Overriding toString method for complex object

This is (maybe) a pretty basic question, but I’d like to know if there are some consolidated best practices for overriding toString method for complex object.

Let’s say I have a class defined like this:

public class MyClass {
    private int id;
    private ClassWithLotsOfFields field1;
    private AnotherClassWithLotsOfFields field2;
    private List<ComplexObject> listOfComplexObjects;
    // accessors ...

and suppose ClassWithLotsOfFields, AnotherClassWithLotsOfFields and ComplexObject are declaring fields of “complex” types.

In these cases should I call toString for all these nested classes, creating a “gigantic” toString output or should I simplify the output string in any way?


For example: is it “acceptable” to print only certain fields of the “nested” objects? Or completely exclude them from the string output?
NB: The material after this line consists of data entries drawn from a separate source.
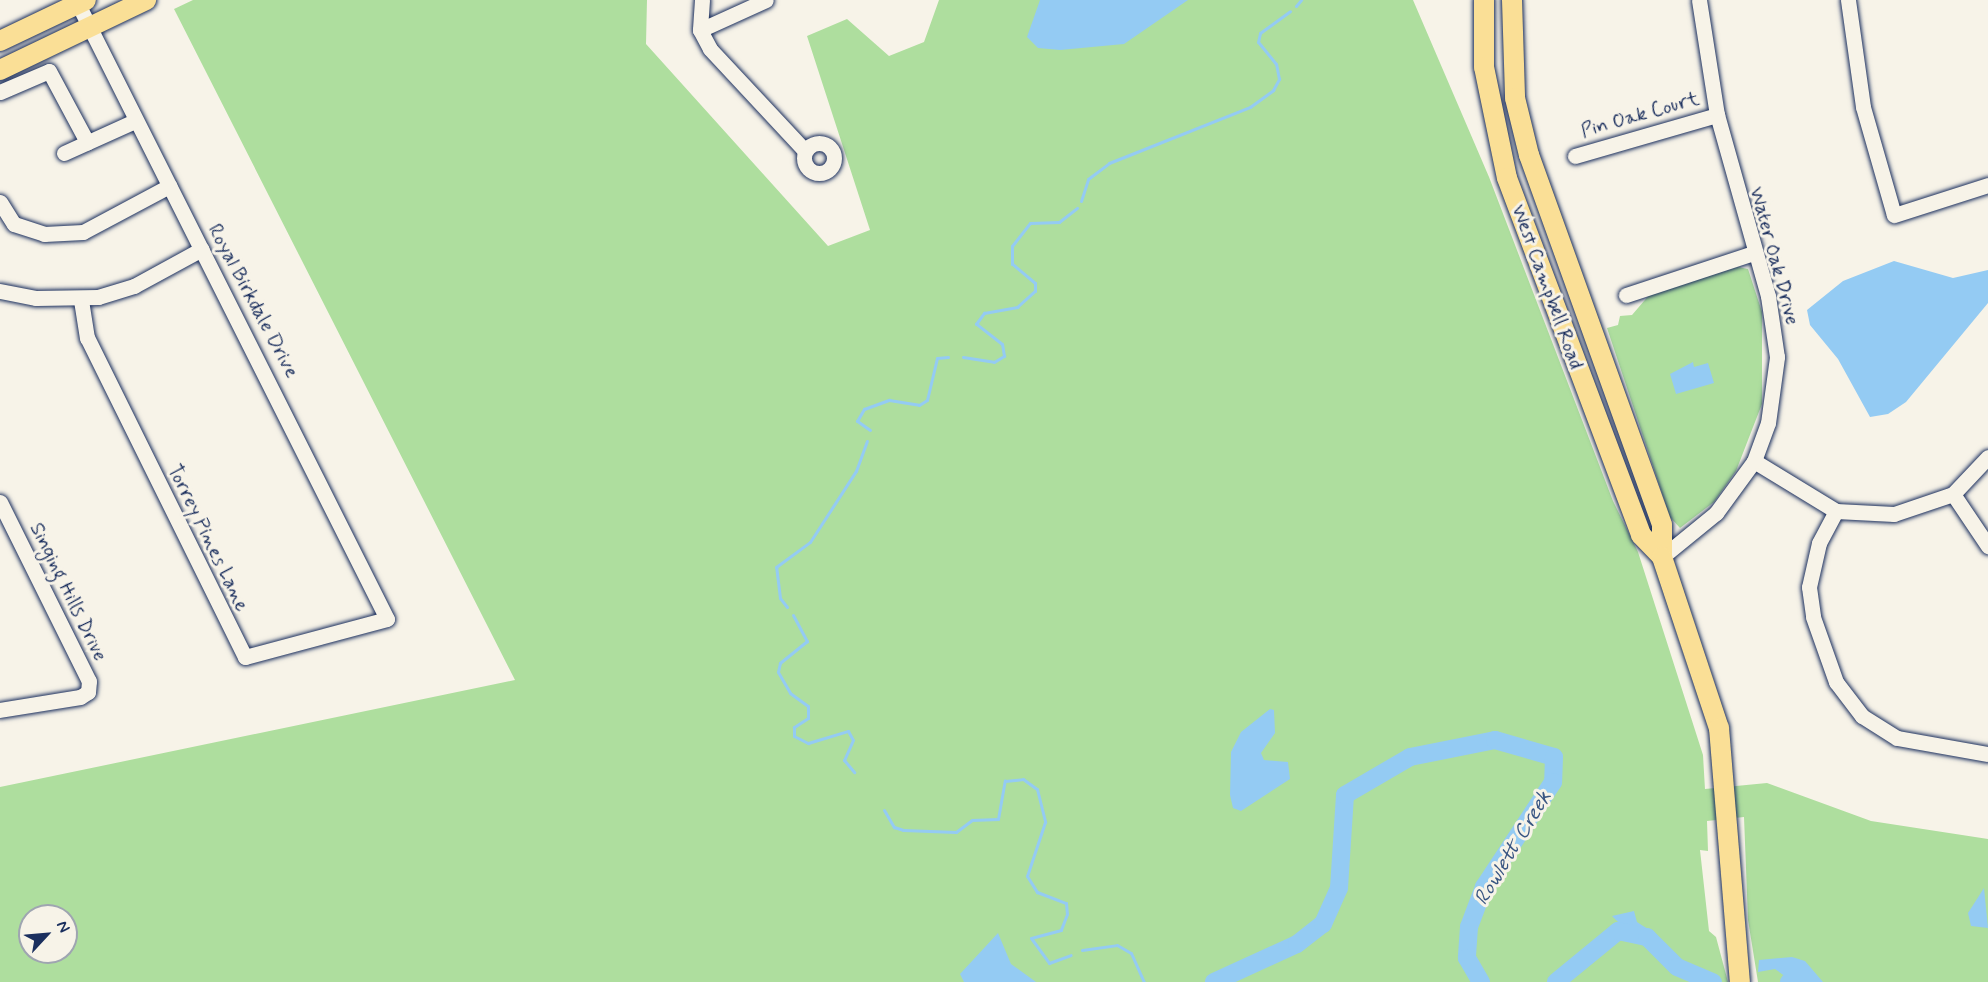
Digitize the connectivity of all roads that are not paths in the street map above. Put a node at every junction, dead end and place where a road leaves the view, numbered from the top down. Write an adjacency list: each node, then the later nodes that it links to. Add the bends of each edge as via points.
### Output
1 (146, 0): 10 (main road)
2 (702, 0): 11 (street)
3 (766, 0): 9 (street)
4 (1484, 0): 35 (main road, West Campbell Road, via 1484,67 1507,178 1641,535)
5 (1512, 0): 35 (main road, West Campbell Road, via 1515,98 1529,155 1662,525)
6 (1699, 0): 15 (street, Water Oak Drive)
7 (1848, 0): 21 (street, via 1863,107 1894,215)
8 (82, 2): 10 (street, Royal Birkdale Drive); 12 (main road)
9 (745, 4): 11 (street)
10 (90, 27): 13 (main road); 16 (street, Royal Birkdale Drive)
11 (700, 30): 18 (street, via 710,49)
12 (0, 42)
13 (0, 70)
14 (0, 92): 17 (street, via 50,72)
15 (1717, 115): 20 (street, Pin Oak Court); 25 (street, Water Oak Drive)
16 (135, 121): 17 (street); 22 (street, Royal Birkdale Drive)
17 (87, 142): 19 (street)
18 (805, 151)
19 (64, 153)
20 (1575, 156)
21 (1988, 185)
22 (169, 186): 23 (street, via 83,232 44,234 14,224); 24 (street, Royal Birkdale Drive)
23 (0, 202)
24 (202, 249): 28 (street, via 134,286); 36 (street, Royal Birkdale Drive)
25 (1754, 253): 27 (street); 30 (street, Water Oak Drive, via 1777,357 1768,423)
26 (0, 291): 28 (street)
27 (1626, 295)
28 (81, 301): 36 (street, Torrey Pines Lane, via 87,338 245,657)
29 (1988, 457): 31 (street)
30 (1754, 461): 33 (street); 35 (street, Water Oak Drive, via 1716,513)
31 (1953, 494): 33 (street, via 1894,514); 34 (street)
32 (0, 502): 37 (street, Singing Hills Drive, via 89,681 88,692 80,697)
33 (1836, 511): 38 (street, via 1819,543 1809,587 1813,617 1836,682 1862,716 1897,738)
34 (1988, 546)
35 (1662, 557): 39 (main road, West Campbell Road, via 1719,728)
36 (387, 619)
37 (0, 710)
38 (1988, 754)
39 (1740, 982)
From the documentation of Object::toString:

Returns a string representation of the object. In general, the toString method returns a string that “textually represents” this object. The result should be a concise but informative representation that is easy for a person to read.

Emphasis mine.

That is very subjective indeed. There is no general rule of how to weigh these things. Many toString() implementations return the class name and then the toString() result of all fields. A particular implementation may look like this:

class SomeClass {
    private Alpha alpha;
    private Bravo bravo;

    public String toString() {
        return String.format("SomeClass(alpha=%s, bravo=%s)", alpha, bravo);

There even exist tools to autogenerate the toString() implementation, like Lombok.

However, the abovementioned example is mainly used for simpler classes. I have never seen complex objects like you are describing. If I had such a complex object, I would personally include everying, except for fields representing internal state.

But what’s more, I would also refrain from complex objects like you are describing, unless I absolutely have to.